_Assigned task_
The answer must be every line from the entries below that includes "down".
--*--
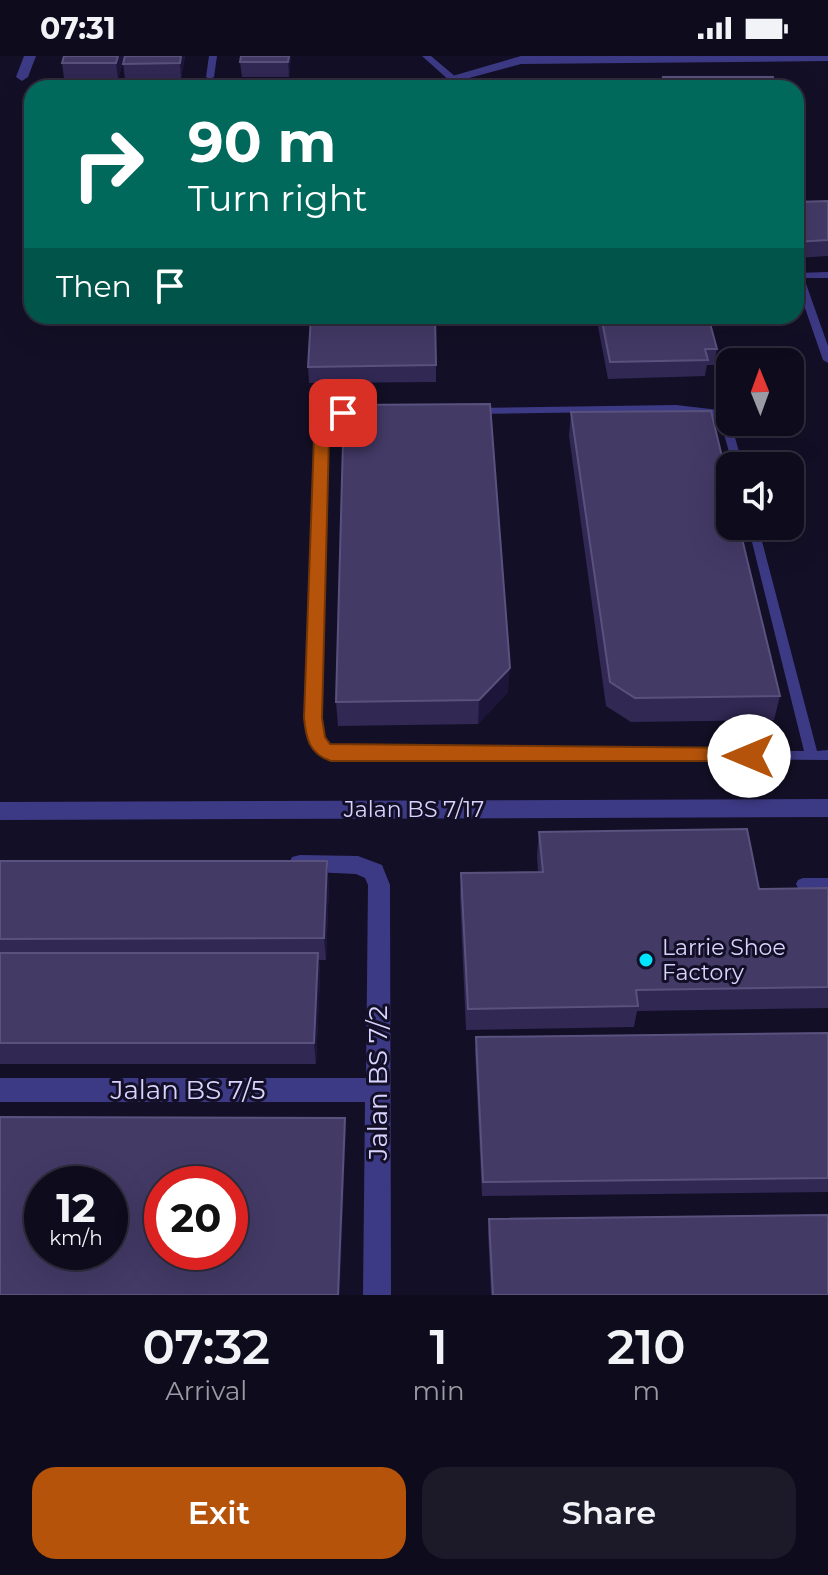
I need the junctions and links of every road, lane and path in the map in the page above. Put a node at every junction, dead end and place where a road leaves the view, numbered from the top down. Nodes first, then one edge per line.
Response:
1 (30, 56) edge
2 (213, 56) edge
3 (426, 56) edge
4 (828, 57) edge
5 (22, 77) dead end
6 (210, 77) dead end
7 (454, 80) joint
8 (804, 275) edge
9 (828, 275) edge
10 (804, 292) edge
11 (828, 360) edge
12 (465, 411) edge
13 (374, 412) edge
14 (734, 452) edge
15 (757, 540) edge
16 (828, 755) edge
17 (812, 756) junction
18 (828, 808) edge
19 (0, 811) edge
20 (275, 864) edge
21 (803, 884) dead end
22 (828, 884) edge
23 (0, 1090) edge
24 (377, 1090) junction
25 (377, 1295) edge

1 - 5 street
2 - 6 lane
3 - 7 lane
4 - 7 street
8 - 9 lane
10 - 11 lane
12 - 14 lane
13 - 17 lane
15 - 17 lane
16 - 17 lane
18 - 19 street, Jalan BS 7/17
20 - 24 street, Jalan BS 7/2
21 - 22 lane
23 - 24 street, Jalan BS 7/5
24 - 25 street, Jalan BS 7/2

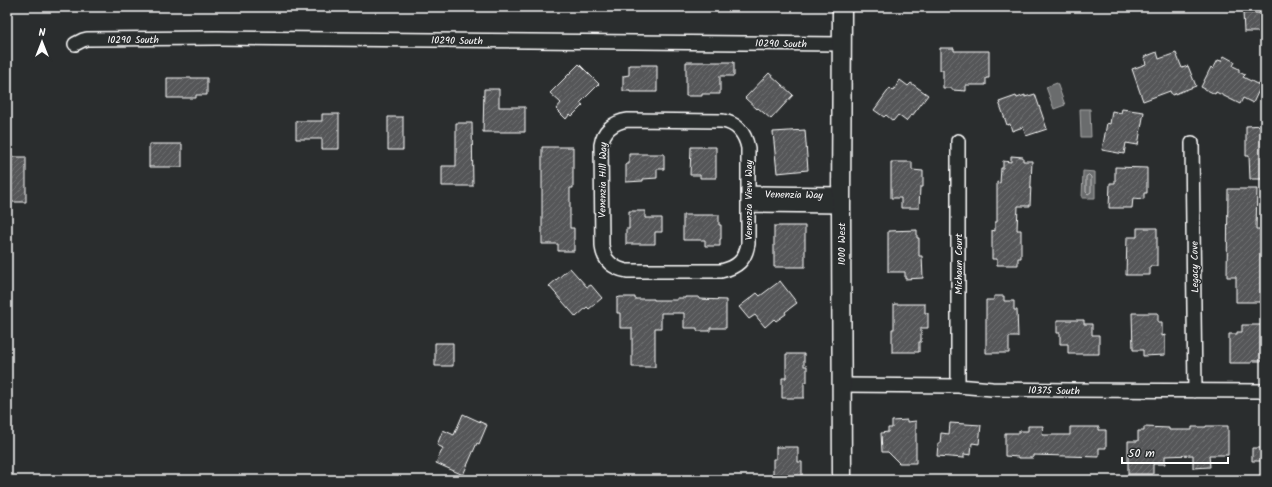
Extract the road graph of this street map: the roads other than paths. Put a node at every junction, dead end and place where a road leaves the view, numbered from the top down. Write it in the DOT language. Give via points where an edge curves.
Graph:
graph roads {
  1 [pos="842,7"];
  2 [pos="75,44"];
  3 [pos="842,44"];
  4 [pos="738,128"];
  5 [pos="958,141"];
  6 [pos="1192,143"];
  7 [pos="748,199"];
  8 [pos="841,200"];
  9 [pos="613,266"];
  10 [pos="842,385"];
  11 [pos="958,386"];
  12 [pos="1195,391"];
  13 [pos="1265,391"];
  14 [pos="842,480"];
  1 -- 3 [label="street, 1000 West"];
  2 -- 3 [label="street, 10290 South" via="87,39 202,38"];
  3 -- 8 [label="street, 1000 West"];
  4 -- 7 [label="street, Venenzia View Way" via="746,139 748,148"];
  4 -- 9 [label="street, Venenzia Hill Way" via="734,124 722,121 628,120 608,129 601,145 602,251"];
  5 -- 11 [label="street, Michaun Court"];
  6 -- 12 [label="street, Legacy Cove"];
  7 -- 8 [label="street, Venenzia Way"];
  7 -- 9 [label="street, Venenzia View Way" via="747,251 731,269 627,271"];
  8 -- 10 [label="street, 1000 West"];
  10 -- 11 [label="street, 10375 South"];
  10 -- 14 [label="street, 1000 West"];
  11 -- 12 [label="street, 10375 South" via="992,389"];
  12 -- 13 [label="street, 10375 South"];
}
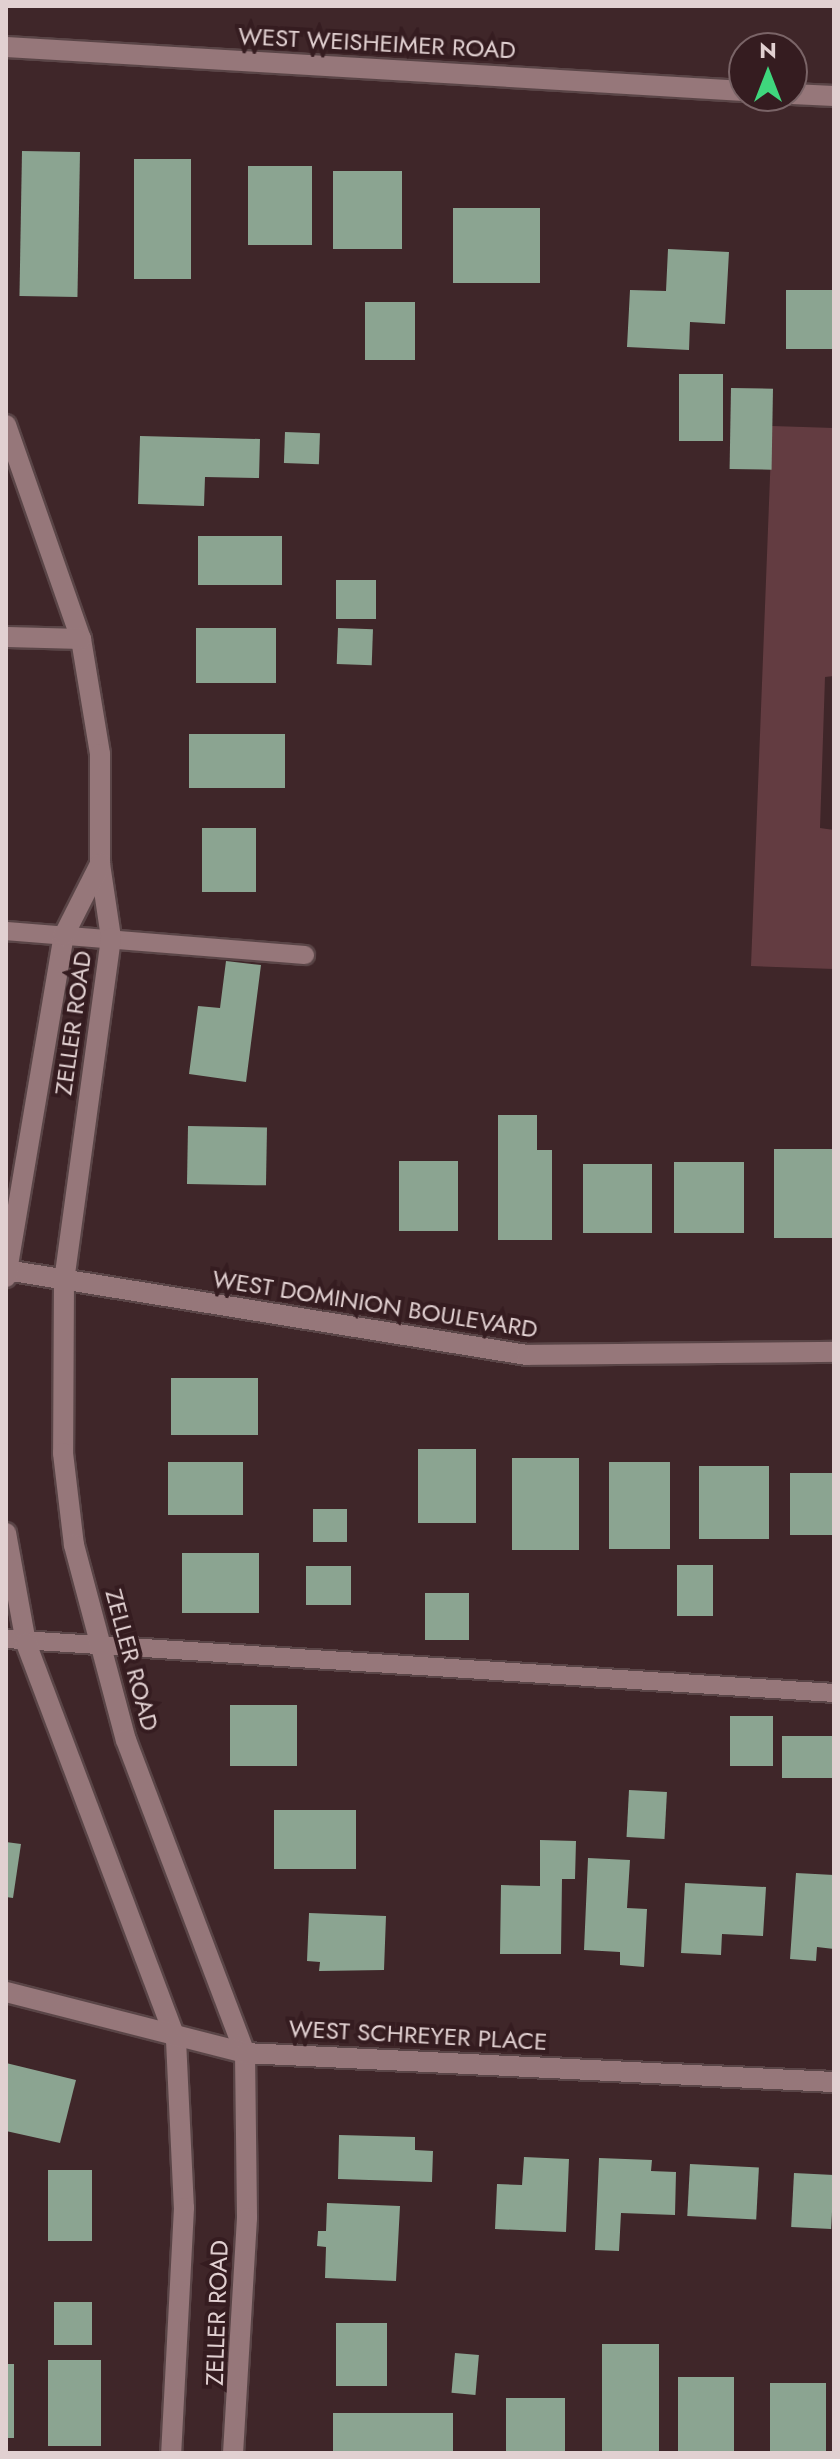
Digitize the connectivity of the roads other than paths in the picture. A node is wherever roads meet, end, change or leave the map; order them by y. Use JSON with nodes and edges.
{"nodes":[{"id":1,"x":6,"y":47,"type":"edge"},
{"id":2,"x":728,"y":90,"type":"edge"},
{"id":3,"x":808,"y":95,"type":"edge"},
{"id":4,"x":834,"y":96,"type":"edge"},
{"id":5,"x":6,"y":425,"type":"edge"},
{"id":6,"x":6,"y":637,"type":"edge"},
{"id":7,"x":81,"y":639,"type":"junction"},
{"id":8,"x":100,"y":864,"type":"junction"},
{"id":9,"x":6,"y":931,"type":"edge"},
{"id":10,"x":64,"y":935,"type":"junction"},
{"id":11,"x":111,"y":938,"type":"junction"},
{"id":12,"x":305,"y":955,"type":"dead end"},
{"id":13,"x":6,"y":1270,"type":"edge"},
{"id":14,"x":6,"y":1277,"type":"edge"},
{"id":15,"x":64,"y":1280,"type":"junction"},
{"id":16,"x":834,"y":1352,"type":"edge"},
{"id":17,"x":6,"y":1533,"type":"edge"},
{"id":18,"x":16,"y":1641,"type":"edge"},
{"id":19,"x":100,"y":1648,"type":"junction"},
{"id":20,"x":834,"y":1693,"type":"edge"},
{"id":21,"x":6,"y":1992,"type":"edge"},
{"id":22,"x":176,"y":2040,"type":"junction"},
{"id":23,"x":245,"y":2053,"type":"junction"},
{"id":24,"x":834,"y":2082,"type":"edge"},
{"id":25,"x":171,"y":2453,"type":"edge"},
{"id":26,"x":233,"y":2453,"type":"edge"}],
"edges":[{"from":1,"to":2,"type":"street","name":"WEST WEISHEIMER ROAD"},
{"from":3,"to":4,"type":"street"},
{"from":5,"to":7,"type":"street","name":"ZELLER ROAD"},
{"from":6,"to":7,"type":"street"},
{"from":7,"to":8,"type":"street","name":"ZELLER ROAD"},
{"from":8,"to":10,"type":"street","name":"ZELLER ROAD"},
{"from":8,"to":11,"type":"street","name":"ZELLER ROAD"},
{"from":9,"to":10,"type":"lane"},
{"from":10,"to":11,"type":"lane"},
{"from":10,"to":13,"type":"street","name":"ZELLER ROAD"},
{"from":11,"to":12,"type":"lane"},
{"from":11,"to":15,"type":"street","name":"ZELLER ROAD"},
{"from":13,"to":14,"type":"street","name":"ZELLER ROAD"},
{"from":13,"to":15,"type":"street","name":"WEST DOMINION BOULEVARD"},
{"from":15,"to":16,"type":"street","name":"WEST DOMINION BOULEVARD"},
{"from":15,"to":19,"type":"street","name":"ZELLER ROAD"},
{"from":17,"to":18,"type":"street","name":"ZELLER ROAD"},
{"from":18,"to":19,"type":"lane"},
{"from":18,"to":22,"type":"street","name":"ZELLER ROAD"},
{"from":19,"to":20,"type":"lane"},
{"from":19,"to":23,"type":"street","name":"ZELLER ROAD"},
{"from":21,"to":22,"type":"street","name":"WEST SCHREYER PLACE"},
{"from":22,"to":23,"type":"street","name":"WEST SCHREYER PLACE"},
{"from":22,"to":25,"type":"street","name":"ZELLER ROAD"},
{"from":23,"to":24,"type":"street","name":"WEST SCHREYER PLACE"},
{"from":23,"to":26,"type":"street","name":"ZELLER ROAD"}]}
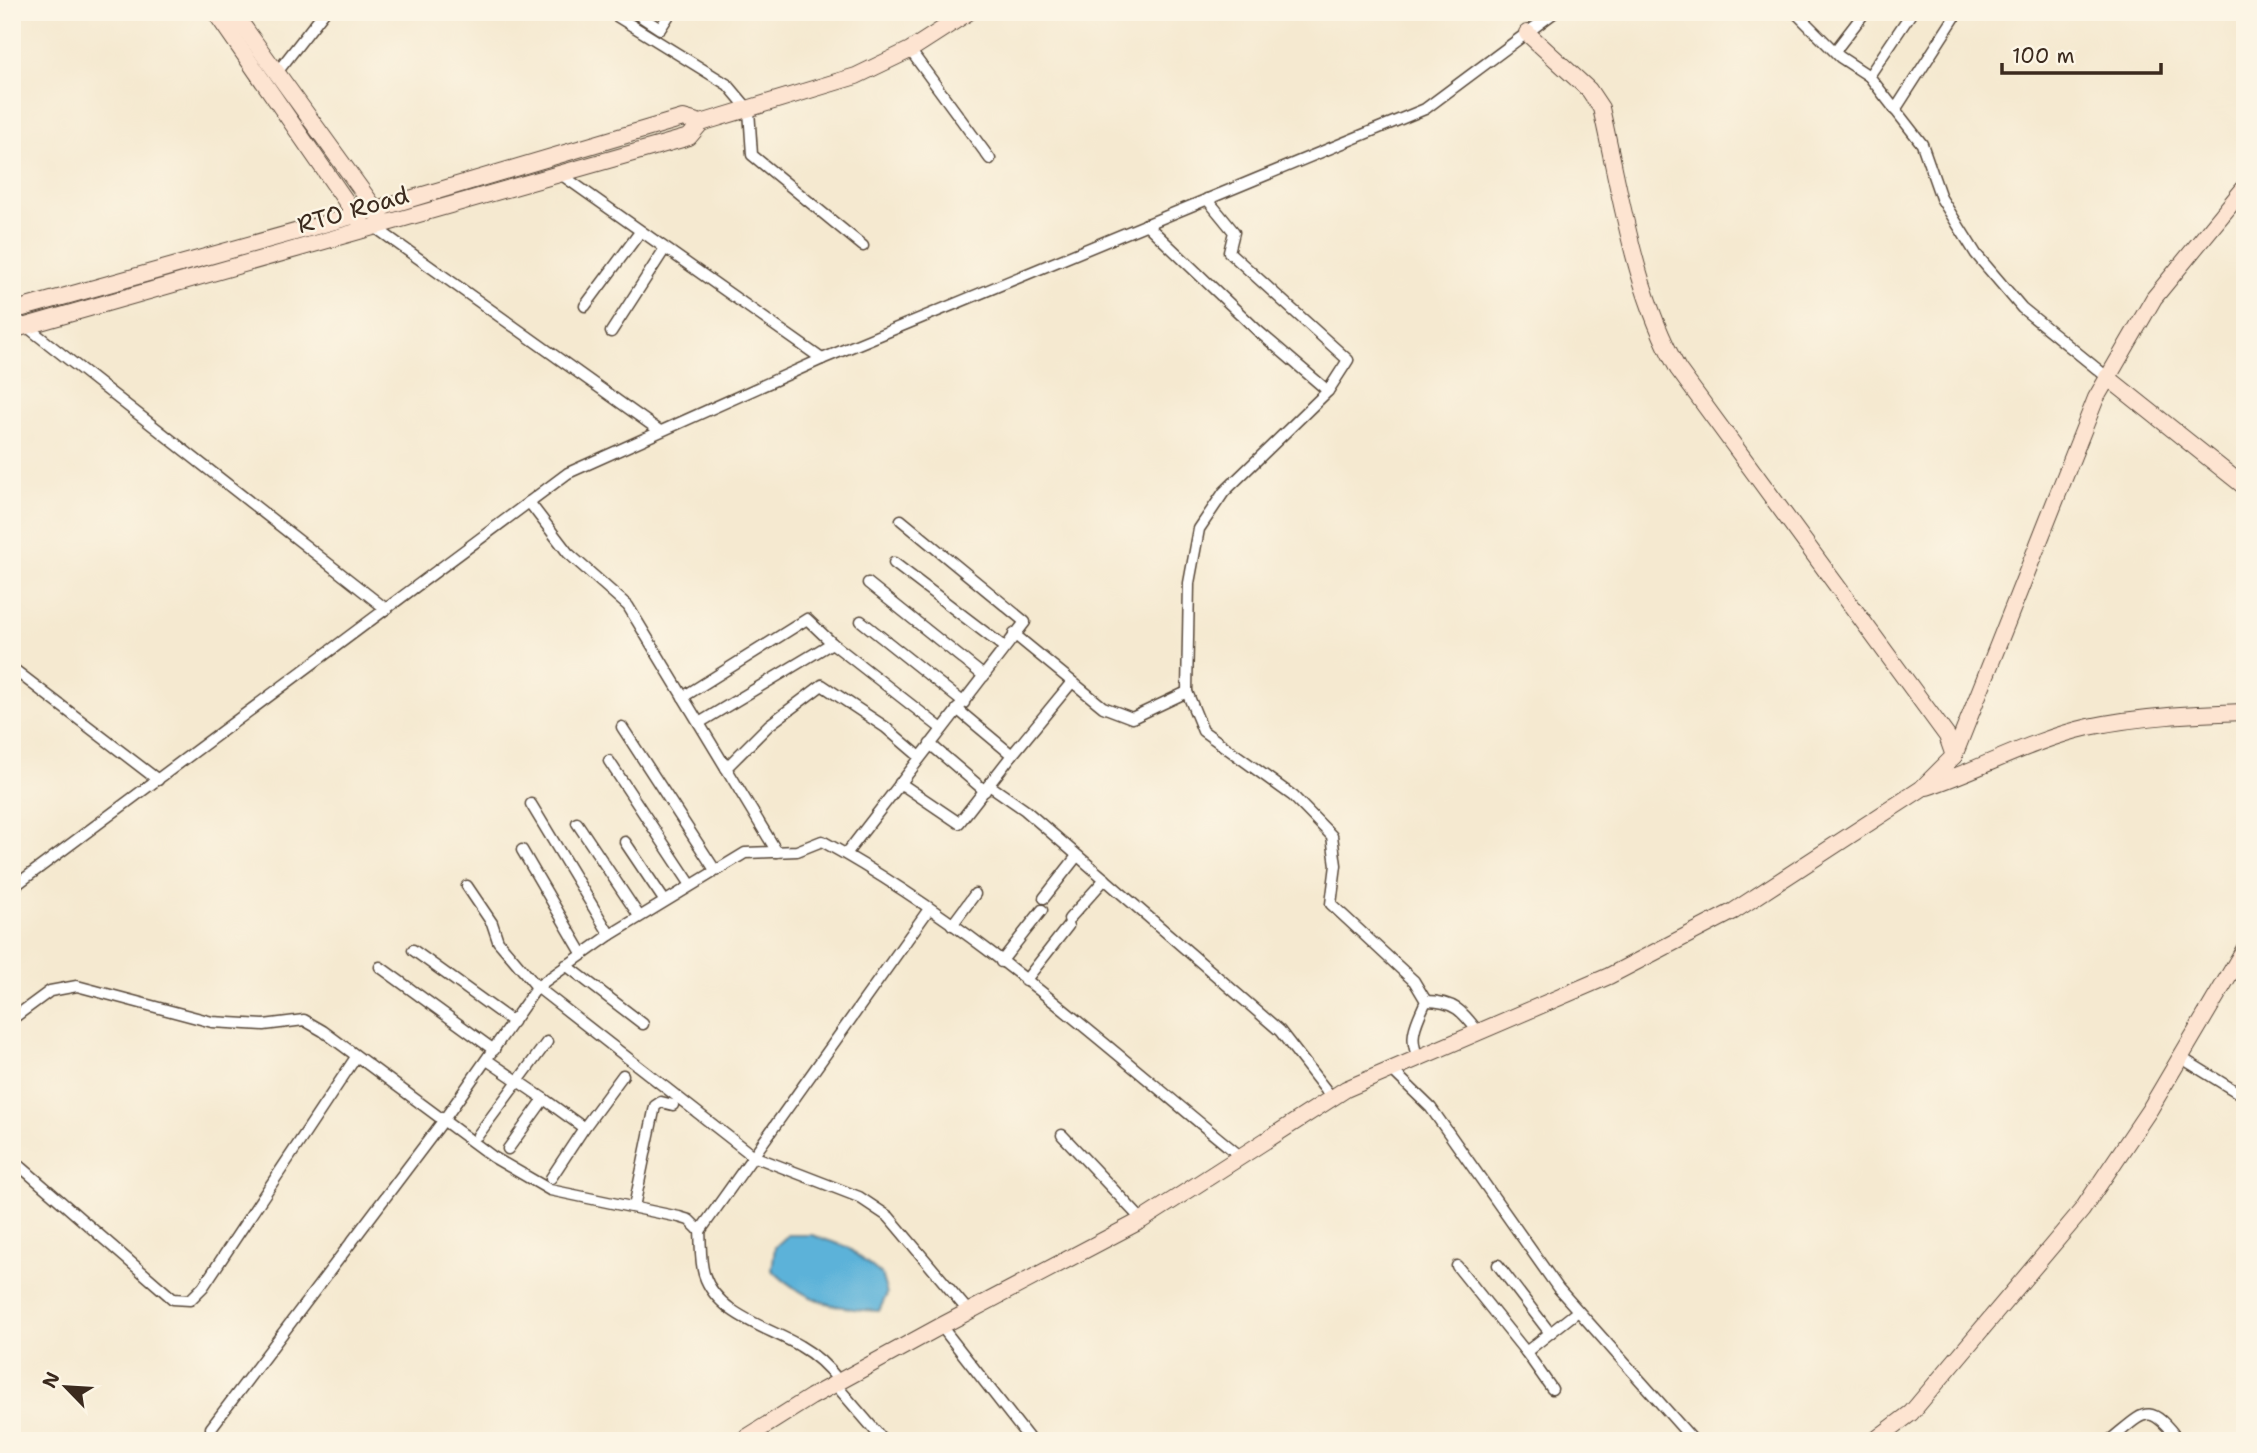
--*--
_Reply_
I need the junctions and links of every road, lane and path in the map in the page above. Put a node at every junction, dead end and place where a road leaves the view, numbered from the top down. Nodes first, then one edge per line.
Extract the road graph of this street map: the roads other than paths. Put a node at every junction, dead end and place where a road leaves the view, numbered from the top down. Write it in the DOT language. Give via points where an edge curves.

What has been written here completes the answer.